* [Brief]: Extract every line of the material that holds the string "roads".

* [Study material]:
********************

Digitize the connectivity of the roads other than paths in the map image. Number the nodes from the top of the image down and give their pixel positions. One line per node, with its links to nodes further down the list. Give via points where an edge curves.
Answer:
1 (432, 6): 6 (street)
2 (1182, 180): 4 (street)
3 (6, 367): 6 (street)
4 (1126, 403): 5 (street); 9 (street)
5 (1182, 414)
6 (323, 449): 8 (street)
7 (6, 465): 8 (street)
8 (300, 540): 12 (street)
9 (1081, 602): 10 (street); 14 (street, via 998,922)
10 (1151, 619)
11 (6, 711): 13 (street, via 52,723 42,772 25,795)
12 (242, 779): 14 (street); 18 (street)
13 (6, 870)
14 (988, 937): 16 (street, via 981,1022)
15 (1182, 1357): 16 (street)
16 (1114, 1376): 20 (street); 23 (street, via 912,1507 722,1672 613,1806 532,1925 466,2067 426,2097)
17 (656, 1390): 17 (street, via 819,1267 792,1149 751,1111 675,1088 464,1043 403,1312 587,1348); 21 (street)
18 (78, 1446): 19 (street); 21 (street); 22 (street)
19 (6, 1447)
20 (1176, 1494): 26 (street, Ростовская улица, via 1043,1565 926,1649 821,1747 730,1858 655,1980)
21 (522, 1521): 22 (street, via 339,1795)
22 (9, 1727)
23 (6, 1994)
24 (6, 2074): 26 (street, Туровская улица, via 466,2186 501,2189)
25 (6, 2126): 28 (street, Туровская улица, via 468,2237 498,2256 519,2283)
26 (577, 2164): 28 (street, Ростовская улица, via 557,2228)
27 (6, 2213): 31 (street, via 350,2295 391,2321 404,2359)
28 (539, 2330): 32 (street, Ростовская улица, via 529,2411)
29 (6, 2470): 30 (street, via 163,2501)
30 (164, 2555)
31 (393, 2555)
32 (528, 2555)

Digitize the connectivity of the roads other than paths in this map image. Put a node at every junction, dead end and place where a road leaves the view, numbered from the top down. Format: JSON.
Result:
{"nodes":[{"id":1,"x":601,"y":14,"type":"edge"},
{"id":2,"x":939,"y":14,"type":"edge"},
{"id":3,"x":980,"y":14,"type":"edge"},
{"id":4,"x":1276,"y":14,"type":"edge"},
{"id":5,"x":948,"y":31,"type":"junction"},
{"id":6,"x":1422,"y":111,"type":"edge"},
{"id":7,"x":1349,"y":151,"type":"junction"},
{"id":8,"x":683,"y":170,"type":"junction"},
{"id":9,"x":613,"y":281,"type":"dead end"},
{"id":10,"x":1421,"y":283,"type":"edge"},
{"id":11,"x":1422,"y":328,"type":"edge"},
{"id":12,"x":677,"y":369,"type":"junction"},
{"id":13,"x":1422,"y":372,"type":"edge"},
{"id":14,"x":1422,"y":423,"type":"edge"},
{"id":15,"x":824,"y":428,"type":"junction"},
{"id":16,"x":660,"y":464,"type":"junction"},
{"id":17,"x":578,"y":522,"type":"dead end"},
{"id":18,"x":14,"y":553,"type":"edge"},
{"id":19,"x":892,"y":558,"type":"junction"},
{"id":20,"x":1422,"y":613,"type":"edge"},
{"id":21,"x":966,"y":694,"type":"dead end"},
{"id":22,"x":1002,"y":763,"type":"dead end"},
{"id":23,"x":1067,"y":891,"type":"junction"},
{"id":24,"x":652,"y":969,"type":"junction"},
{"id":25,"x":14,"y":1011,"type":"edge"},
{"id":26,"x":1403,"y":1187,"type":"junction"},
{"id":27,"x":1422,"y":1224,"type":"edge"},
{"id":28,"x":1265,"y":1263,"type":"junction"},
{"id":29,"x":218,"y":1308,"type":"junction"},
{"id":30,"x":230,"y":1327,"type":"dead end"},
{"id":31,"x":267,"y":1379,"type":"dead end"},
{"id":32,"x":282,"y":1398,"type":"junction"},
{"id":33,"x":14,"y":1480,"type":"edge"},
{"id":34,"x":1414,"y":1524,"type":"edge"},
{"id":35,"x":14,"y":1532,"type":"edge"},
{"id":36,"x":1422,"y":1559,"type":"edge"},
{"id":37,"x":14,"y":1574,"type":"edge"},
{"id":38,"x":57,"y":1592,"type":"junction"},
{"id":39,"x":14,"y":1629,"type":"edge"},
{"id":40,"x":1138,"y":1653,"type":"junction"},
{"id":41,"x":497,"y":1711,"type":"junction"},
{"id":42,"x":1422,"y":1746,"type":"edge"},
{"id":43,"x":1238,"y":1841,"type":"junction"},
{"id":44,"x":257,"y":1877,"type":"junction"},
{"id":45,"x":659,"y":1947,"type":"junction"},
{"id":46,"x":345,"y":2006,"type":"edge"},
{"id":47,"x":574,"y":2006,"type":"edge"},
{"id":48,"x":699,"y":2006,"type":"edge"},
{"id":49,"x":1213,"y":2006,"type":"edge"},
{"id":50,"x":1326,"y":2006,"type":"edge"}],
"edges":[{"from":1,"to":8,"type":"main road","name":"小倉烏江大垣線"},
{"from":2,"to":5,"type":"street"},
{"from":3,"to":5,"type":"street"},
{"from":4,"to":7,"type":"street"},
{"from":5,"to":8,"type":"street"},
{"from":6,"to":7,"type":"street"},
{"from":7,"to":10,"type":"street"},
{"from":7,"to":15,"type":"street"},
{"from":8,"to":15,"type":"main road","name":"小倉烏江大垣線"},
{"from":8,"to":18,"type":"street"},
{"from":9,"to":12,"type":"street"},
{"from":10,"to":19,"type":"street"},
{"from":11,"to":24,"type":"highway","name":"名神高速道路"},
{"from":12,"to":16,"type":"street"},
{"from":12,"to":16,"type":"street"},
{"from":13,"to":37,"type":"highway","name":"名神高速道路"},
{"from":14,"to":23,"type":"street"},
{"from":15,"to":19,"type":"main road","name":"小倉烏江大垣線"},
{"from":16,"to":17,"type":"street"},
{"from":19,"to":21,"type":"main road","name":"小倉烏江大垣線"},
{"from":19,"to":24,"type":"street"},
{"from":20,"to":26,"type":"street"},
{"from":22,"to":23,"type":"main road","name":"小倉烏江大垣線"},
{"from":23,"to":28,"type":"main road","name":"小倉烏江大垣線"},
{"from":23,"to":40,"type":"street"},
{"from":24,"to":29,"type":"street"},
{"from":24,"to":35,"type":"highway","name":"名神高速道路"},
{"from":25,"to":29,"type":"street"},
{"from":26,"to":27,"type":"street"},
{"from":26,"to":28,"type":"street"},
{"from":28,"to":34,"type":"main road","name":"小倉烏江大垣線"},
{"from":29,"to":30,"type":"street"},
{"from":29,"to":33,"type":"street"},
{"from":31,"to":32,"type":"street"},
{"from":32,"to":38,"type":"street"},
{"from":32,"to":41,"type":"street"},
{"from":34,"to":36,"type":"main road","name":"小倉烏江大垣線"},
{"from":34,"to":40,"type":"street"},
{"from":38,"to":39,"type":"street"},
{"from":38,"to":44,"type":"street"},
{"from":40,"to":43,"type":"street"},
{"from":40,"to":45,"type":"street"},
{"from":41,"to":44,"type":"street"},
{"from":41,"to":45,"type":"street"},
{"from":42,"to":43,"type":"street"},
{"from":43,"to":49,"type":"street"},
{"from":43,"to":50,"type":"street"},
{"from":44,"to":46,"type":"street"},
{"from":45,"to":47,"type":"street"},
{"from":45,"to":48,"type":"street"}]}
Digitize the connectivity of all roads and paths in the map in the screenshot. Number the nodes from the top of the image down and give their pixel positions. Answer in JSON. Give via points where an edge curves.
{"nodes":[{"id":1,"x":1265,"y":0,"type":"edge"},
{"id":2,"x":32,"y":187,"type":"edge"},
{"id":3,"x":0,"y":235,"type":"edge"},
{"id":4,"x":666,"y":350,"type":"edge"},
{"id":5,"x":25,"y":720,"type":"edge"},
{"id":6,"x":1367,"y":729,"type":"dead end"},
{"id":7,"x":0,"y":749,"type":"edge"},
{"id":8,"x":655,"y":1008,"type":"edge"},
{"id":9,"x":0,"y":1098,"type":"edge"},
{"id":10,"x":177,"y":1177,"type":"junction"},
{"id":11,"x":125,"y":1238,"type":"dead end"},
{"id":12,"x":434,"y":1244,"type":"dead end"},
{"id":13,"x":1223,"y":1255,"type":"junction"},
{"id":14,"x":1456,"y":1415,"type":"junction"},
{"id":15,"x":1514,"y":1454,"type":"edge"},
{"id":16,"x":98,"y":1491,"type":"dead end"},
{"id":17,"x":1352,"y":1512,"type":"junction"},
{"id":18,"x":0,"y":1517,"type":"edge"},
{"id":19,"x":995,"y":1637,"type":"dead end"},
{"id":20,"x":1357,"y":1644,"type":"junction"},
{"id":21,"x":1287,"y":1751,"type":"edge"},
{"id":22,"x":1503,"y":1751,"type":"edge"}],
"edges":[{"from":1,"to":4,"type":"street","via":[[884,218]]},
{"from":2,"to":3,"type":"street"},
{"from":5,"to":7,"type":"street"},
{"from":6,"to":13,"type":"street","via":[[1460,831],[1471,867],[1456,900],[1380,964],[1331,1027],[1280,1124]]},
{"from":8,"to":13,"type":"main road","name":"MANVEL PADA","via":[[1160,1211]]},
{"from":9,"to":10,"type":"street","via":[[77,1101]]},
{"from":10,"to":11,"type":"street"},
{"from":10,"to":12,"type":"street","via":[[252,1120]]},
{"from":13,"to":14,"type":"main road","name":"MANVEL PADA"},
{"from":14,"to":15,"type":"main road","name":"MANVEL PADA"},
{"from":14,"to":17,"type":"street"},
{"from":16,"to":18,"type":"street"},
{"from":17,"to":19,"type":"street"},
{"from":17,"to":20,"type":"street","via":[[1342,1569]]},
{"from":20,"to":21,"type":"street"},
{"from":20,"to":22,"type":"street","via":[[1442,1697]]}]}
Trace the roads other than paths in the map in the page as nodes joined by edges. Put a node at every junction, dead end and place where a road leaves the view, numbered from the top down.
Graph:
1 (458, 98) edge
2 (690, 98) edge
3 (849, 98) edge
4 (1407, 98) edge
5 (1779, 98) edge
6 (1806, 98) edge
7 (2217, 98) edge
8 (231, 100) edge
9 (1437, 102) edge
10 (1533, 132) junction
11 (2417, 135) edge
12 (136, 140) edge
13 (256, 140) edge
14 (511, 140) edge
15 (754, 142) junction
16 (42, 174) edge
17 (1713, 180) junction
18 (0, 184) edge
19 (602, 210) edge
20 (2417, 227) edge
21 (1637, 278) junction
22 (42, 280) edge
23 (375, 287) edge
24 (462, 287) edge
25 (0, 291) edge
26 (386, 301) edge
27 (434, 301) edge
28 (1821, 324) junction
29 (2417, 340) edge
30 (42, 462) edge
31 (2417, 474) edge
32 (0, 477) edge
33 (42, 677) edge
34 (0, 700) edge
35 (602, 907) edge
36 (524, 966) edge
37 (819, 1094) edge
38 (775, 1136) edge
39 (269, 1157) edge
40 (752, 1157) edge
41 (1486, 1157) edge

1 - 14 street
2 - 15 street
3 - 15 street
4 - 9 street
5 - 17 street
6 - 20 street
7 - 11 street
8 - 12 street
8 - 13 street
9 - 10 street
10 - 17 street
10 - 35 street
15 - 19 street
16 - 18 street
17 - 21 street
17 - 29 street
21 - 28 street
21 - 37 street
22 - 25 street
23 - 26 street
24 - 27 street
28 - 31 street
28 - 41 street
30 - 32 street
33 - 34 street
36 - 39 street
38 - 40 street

********************

* [Exercise response]:
Digitize the connectivity of the roads other than paths in the map image. Number the nodes from the top of the image down and give their pixel positions. One line per node, with its links to nodes further down the list. Give via points where an edge curves.
Digitize the connectivity of the roads other than paths in this map image. Put a node at every junction, dead end and place where a road leaves the view, numbered from the top down. Format: JSON.
Digitize the connectivity of all roads and paths in the map in the screenshot. Number the nodes from the top of the image down and give their pixel positions. Answer in JSON. Give via points where an edge curves.
Trace the roads other than paths in the map in the page as nodes joined by edges. Put a node at every junction, dead end and place where a road leaves the view, numbered from the top down.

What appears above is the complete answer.